▶ **Provided information**:
---------------
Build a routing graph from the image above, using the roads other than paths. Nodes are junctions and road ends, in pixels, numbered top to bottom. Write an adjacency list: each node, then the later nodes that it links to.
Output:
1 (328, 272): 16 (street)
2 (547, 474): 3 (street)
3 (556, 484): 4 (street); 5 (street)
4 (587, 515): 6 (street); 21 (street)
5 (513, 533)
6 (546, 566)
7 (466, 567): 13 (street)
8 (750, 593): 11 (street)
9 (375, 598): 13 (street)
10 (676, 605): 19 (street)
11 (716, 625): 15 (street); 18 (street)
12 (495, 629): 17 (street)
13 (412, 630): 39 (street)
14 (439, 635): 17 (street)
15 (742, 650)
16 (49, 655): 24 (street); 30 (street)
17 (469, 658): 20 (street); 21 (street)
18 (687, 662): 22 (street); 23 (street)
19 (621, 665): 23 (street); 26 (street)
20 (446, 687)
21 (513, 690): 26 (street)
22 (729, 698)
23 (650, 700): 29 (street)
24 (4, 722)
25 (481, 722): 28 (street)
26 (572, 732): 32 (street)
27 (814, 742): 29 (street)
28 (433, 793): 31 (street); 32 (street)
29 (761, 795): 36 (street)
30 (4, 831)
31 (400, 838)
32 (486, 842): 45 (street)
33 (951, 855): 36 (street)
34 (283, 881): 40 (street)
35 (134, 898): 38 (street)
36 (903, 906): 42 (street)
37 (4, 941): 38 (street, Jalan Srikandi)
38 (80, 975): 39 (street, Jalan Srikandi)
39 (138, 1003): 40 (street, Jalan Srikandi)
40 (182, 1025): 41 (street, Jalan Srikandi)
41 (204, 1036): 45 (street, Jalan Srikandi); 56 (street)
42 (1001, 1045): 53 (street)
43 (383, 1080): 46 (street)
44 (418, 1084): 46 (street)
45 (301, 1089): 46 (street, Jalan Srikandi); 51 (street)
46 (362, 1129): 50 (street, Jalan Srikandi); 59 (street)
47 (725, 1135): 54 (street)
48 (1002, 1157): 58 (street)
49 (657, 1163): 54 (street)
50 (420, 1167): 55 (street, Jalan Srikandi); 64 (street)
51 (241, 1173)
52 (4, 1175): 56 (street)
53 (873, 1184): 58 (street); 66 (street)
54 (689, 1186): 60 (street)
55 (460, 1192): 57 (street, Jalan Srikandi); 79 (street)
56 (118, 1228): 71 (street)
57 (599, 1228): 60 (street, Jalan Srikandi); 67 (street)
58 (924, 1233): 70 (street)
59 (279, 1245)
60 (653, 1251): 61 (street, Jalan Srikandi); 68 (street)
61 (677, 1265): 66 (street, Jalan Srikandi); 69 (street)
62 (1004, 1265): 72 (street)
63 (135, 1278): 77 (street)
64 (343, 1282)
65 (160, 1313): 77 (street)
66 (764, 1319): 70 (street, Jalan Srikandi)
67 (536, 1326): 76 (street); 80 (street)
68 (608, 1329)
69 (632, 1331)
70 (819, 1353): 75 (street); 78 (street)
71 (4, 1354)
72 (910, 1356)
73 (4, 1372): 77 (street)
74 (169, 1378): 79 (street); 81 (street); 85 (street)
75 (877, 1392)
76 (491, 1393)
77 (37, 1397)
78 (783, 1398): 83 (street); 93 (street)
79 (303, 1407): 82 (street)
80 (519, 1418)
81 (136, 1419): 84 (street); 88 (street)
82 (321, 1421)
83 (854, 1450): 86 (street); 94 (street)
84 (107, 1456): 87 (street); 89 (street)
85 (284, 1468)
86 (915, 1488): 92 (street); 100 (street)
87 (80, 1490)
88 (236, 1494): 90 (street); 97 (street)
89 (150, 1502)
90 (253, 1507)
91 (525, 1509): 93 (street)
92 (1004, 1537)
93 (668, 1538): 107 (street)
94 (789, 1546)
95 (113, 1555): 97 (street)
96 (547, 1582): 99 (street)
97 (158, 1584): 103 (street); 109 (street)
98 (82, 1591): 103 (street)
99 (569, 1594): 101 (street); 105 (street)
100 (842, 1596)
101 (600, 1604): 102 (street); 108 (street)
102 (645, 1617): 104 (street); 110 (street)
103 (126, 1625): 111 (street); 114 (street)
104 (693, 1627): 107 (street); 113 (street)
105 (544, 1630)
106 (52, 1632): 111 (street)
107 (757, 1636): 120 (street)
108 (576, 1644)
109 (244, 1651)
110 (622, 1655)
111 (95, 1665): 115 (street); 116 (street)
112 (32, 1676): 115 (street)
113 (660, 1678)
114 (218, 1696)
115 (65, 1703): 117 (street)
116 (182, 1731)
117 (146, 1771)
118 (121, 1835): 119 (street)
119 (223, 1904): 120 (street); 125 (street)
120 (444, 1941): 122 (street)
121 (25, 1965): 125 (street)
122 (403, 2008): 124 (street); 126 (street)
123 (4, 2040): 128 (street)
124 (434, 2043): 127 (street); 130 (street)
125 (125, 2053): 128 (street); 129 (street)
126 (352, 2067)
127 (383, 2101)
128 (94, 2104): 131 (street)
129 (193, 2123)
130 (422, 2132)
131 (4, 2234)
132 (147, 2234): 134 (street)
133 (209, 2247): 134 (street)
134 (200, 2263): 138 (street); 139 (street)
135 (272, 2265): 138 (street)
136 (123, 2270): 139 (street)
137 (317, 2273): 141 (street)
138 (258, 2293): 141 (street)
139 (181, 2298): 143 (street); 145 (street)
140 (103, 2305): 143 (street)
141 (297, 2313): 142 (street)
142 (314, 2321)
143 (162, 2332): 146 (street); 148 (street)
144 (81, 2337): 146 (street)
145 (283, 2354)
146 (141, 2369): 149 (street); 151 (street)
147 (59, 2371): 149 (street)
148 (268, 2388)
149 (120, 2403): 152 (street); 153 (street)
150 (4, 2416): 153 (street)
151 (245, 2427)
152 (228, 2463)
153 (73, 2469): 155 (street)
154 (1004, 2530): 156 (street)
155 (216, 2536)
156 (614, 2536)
---------------
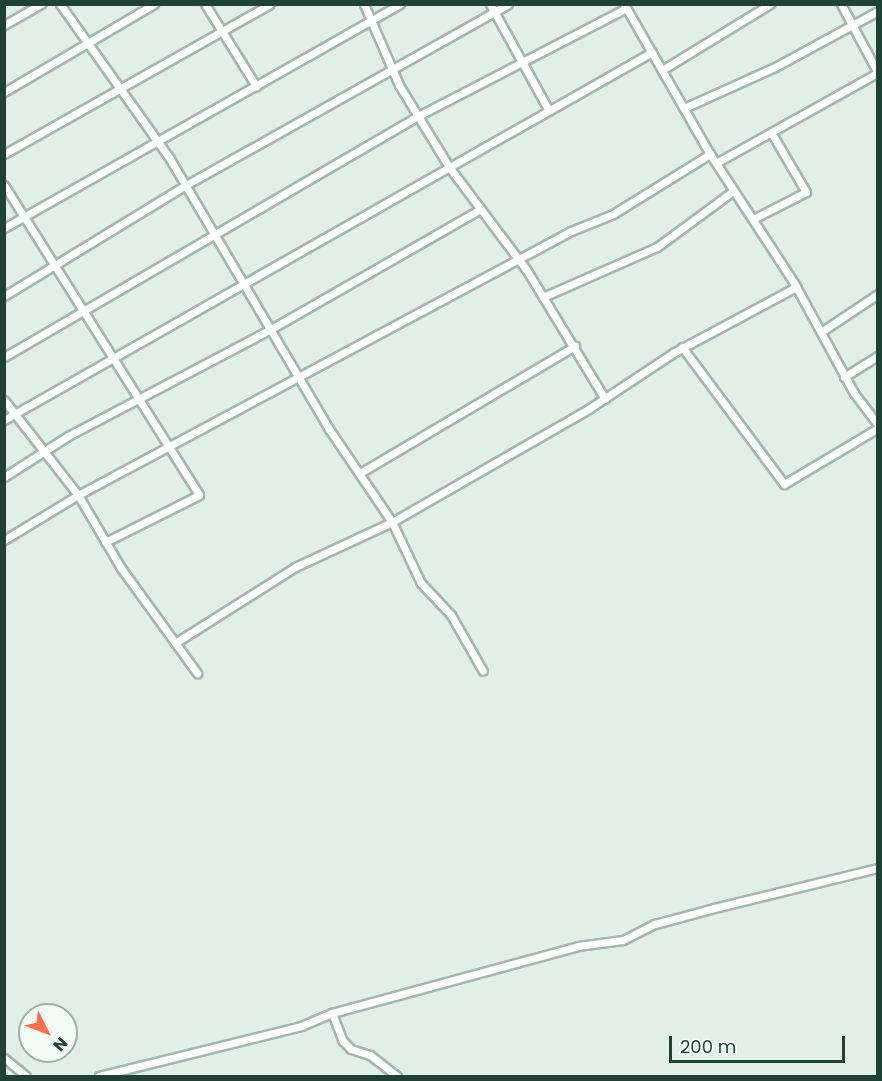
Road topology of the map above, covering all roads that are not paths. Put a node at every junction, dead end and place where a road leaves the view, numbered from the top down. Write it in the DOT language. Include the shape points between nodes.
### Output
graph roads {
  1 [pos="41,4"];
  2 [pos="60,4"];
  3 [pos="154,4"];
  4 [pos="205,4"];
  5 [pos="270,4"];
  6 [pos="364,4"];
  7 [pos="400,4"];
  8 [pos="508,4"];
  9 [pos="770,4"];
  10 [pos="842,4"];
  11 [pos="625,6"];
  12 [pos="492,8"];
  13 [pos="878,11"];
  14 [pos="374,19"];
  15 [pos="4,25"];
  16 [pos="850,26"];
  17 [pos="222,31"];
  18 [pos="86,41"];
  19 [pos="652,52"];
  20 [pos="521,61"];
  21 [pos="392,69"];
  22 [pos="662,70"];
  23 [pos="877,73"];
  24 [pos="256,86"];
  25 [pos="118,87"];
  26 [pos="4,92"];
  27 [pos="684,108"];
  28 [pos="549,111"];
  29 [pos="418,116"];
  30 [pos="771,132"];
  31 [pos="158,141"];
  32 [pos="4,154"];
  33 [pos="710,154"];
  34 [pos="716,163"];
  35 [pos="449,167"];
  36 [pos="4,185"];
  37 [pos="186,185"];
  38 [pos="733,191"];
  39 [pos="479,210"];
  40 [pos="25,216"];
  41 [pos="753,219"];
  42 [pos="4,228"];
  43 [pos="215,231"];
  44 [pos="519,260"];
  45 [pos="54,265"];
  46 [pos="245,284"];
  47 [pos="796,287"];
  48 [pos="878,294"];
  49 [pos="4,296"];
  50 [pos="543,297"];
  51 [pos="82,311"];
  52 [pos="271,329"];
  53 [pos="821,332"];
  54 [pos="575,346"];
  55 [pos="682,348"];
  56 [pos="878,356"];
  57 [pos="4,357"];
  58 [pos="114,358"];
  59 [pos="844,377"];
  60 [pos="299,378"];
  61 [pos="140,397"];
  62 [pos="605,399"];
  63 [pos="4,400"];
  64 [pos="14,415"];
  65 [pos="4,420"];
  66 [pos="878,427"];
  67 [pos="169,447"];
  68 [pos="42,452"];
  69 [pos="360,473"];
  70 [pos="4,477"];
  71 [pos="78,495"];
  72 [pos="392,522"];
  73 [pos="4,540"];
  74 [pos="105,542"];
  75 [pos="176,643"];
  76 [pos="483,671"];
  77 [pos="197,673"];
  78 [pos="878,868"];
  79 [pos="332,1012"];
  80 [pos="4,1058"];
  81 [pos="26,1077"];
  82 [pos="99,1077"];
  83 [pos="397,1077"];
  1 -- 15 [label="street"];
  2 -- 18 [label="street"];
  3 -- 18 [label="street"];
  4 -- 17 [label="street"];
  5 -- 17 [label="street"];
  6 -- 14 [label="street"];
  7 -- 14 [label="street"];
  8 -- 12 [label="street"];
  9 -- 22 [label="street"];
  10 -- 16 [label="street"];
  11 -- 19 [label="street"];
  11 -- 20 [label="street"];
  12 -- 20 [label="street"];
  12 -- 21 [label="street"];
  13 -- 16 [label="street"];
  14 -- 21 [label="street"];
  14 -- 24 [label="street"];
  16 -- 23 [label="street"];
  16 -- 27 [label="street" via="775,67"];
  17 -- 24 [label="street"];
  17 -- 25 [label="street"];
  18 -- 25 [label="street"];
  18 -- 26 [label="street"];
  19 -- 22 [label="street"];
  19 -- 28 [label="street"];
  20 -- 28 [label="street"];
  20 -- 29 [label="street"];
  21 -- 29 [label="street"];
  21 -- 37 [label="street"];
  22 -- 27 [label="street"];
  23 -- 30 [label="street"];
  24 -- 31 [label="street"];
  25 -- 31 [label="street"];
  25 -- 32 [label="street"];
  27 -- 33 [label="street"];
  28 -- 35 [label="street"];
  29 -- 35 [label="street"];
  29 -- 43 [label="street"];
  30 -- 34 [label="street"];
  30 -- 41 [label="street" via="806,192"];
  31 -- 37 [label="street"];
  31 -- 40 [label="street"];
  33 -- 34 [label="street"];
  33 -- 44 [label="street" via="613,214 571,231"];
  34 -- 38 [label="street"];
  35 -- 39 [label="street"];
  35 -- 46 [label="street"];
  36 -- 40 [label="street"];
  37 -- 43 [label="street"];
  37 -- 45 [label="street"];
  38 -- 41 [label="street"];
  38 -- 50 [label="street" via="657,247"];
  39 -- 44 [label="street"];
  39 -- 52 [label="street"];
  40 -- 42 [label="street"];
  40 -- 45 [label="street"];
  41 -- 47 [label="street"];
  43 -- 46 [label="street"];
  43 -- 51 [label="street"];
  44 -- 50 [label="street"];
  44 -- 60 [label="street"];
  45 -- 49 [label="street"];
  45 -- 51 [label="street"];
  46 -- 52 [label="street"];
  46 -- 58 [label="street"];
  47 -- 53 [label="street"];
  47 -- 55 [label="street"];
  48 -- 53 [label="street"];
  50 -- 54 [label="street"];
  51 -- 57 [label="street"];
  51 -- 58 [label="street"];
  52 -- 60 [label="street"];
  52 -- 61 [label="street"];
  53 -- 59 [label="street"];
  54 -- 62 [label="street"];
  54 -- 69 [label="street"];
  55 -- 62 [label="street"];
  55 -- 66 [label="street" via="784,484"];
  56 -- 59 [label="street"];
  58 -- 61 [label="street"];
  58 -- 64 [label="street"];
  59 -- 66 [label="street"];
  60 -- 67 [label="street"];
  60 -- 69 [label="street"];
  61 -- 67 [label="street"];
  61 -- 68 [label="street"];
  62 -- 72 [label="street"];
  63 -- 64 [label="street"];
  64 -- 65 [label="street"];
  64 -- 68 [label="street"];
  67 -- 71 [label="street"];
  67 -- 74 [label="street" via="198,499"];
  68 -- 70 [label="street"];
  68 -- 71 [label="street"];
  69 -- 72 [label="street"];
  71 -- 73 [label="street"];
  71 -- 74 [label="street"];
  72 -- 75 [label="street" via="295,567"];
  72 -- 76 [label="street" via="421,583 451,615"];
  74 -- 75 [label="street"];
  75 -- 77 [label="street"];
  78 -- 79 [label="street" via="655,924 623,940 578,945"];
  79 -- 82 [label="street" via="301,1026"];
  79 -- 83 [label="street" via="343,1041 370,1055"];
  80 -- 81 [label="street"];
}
---------------
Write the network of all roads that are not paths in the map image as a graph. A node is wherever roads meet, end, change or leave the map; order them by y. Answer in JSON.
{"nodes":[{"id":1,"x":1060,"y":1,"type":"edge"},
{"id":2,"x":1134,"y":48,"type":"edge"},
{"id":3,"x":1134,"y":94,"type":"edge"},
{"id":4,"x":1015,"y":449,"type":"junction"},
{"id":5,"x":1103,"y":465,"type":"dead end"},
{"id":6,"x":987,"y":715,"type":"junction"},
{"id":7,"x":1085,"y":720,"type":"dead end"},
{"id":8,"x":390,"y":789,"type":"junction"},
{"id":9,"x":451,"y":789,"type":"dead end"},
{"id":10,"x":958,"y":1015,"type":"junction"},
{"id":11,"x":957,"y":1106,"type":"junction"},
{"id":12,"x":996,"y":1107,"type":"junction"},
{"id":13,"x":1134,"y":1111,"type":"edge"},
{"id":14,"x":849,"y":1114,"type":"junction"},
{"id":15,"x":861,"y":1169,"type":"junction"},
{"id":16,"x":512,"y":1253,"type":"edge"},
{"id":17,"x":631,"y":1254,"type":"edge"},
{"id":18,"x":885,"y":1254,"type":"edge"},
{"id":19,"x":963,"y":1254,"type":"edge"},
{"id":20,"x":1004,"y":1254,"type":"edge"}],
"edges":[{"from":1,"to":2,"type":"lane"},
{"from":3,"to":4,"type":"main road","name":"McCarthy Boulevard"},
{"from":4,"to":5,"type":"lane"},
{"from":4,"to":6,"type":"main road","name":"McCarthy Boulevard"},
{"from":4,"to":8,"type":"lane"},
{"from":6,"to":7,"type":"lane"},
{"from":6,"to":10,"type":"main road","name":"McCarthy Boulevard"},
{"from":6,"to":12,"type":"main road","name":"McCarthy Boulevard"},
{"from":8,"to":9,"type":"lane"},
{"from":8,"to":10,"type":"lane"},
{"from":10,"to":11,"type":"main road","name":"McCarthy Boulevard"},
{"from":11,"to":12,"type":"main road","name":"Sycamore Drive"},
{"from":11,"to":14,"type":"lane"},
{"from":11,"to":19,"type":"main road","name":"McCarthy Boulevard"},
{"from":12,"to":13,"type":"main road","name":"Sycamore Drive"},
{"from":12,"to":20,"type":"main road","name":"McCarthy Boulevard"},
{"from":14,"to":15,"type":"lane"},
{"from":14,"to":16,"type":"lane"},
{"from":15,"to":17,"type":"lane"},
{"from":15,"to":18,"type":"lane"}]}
---------------
▶ **To do**: A complete answer lists every line of the listing above that holds the word "Sycamore".

▶ **Task solution**:
{"from":11,"to":12,"type":"main road","name":"Sycamore Drive"},
{"from":12,"to":13,"type":"main road","name":"Sycamore Drive"},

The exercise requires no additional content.